Biochemical characterization of Ia alloantigens in guinea pigs. II. Comparative peptide mapping of Ia antigens from B cells, T cells, and macrophages.

Abstract

Abstract Radioactive Ia.4 molecules were prepared from 3H- or 14C-labeled splenocytes, selected PEL, or bronchoalveolar macrophages (M phi). Studies in the accompanying paper indicated that incorporation into Ia.4 in these 3 populations is due to B cells, T cells, and macrophages, respectively.
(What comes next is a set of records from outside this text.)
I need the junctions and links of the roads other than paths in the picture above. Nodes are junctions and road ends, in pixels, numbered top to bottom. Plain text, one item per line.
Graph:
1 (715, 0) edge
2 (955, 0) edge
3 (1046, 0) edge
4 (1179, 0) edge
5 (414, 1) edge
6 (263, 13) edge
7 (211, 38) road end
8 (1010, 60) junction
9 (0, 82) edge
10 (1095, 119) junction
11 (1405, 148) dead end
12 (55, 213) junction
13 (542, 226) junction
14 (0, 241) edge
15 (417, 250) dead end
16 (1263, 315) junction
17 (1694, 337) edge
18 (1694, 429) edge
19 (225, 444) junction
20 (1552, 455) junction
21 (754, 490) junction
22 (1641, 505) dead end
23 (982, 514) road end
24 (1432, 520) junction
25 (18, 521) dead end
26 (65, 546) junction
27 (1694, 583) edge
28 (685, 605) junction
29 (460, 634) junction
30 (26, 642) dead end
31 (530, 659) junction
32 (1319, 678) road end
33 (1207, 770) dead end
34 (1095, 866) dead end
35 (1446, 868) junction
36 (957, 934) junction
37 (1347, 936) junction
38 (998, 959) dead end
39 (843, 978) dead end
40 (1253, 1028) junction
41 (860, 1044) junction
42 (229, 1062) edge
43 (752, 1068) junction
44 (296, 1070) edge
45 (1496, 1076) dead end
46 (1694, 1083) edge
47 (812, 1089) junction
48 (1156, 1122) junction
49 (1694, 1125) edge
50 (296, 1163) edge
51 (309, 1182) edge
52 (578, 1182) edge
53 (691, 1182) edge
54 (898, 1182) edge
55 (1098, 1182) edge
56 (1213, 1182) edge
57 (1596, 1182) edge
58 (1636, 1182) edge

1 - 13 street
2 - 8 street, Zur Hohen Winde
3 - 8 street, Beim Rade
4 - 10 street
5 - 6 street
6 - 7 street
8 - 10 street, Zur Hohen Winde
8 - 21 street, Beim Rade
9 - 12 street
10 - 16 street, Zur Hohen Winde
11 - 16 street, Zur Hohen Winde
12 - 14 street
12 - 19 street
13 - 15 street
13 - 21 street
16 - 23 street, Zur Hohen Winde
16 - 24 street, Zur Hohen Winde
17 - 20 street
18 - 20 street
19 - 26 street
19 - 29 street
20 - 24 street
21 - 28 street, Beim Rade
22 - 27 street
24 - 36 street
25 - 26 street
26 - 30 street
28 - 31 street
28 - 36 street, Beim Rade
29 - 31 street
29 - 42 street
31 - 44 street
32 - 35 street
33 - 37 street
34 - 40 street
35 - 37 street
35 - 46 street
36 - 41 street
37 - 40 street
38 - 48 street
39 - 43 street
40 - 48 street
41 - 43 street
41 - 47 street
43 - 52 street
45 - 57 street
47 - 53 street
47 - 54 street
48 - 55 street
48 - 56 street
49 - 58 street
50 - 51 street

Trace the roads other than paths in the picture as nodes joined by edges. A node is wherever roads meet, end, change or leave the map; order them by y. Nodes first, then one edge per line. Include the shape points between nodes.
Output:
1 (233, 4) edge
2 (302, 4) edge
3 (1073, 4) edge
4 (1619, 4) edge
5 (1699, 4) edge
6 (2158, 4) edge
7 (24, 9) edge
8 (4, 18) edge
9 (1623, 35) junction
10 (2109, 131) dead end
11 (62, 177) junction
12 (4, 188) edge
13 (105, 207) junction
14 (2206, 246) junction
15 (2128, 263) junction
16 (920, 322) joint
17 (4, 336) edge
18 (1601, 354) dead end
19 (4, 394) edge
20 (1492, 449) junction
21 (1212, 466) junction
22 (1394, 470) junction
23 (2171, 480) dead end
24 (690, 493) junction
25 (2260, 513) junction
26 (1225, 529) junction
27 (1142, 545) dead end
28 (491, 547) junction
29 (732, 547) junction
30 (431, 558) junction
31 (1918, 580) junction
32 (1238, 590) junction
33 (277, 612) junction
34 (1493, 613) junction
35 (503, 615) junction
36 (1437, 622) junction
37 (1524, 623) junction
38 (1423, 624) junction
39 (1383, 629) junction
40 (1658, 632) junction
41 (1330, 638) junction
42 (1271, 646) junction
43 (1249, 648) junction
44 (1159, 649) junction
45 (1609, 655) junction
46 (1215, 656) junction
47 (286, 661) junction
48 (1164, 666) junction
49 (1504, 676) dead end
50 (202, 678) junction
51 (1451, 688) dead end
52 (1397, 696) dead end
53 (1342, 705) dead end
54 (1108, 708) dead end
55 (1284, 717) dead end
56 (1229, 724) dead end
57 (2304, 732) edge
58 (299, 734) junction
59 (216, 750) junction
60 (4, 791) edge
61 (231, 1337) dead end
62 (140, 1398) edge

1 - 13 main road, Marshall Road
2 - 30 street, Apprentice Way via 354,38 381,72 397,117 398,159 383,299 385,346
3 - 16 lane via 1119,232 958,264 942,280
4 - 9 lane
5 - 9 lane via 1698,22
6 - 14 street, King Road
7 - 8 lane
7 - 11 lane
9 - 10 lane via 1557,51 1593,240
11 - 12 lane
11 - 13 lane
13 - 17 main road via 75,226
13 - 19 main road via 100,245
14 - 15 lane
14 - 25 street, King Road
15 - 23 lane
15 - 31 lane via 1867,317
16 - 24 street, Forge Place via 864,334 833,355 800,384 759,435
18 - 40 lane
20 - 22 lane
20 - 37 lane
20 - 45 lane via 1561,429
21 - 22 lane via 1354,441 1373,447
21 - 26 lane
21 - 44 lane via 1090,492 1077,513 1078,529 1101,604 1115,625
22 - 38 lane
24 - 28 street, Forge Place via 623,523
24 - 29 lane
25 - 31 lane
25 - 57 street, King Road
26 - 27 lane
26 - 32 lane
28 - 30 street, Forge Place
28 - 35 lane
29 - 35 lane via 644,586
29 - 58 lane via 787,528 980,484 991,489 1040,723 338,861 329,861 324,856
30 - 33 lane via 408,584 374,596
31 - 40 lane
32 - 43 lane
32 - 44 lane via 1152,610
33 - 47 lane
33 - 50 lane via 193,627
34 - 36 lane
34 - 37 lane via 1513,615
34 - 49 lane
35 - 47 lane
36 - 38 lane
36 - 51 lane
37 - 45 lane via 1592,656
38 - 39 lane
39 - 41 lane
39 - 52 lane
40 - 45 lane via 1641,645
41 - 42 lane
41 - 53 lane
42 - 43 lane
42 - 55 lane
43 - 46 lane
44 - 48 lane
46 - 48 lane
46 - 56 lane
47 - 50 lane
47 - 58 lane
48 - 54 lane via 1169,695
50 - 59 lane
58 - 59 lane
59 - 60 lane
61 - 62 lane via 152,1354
Sodium dodecyl sulfate-polyacrylamide gel electrophoresis (SDS-PAGE) was used to isolate the 58,000 m.w. form of Ia.4. The eluted molecule was then reduced, and the resultant alpha and beta subunits were isolated by a second separation on SDS-PAGE. Alpha (or beta) chains from 1 population labeled with 3H-amino acids was mixed with alpha (or beta) chains obtained from a population representing a different cell type that was labeled with 14C-amino acids and the mixture was digested with trypsin. Double-label (3H/14C) comparative peptide mapping was performed using high-pressure liquid chromatography to separate the peptides. Eighteen to 20 peaks of radioactivity were resolved from alpha chains, and 12 to 15 from beta chains. No reproducible differences were observed when comparing alpha or beta chains of T cells and macrophages, or those of B cells and macrophages. These results indicate that the primary structure of Ia.4 molecules is identical on the 3 cell types in question. The implications of having a T cell bearing the same Ia that it recognized on a macrophage in conjunction with antigen is discussed.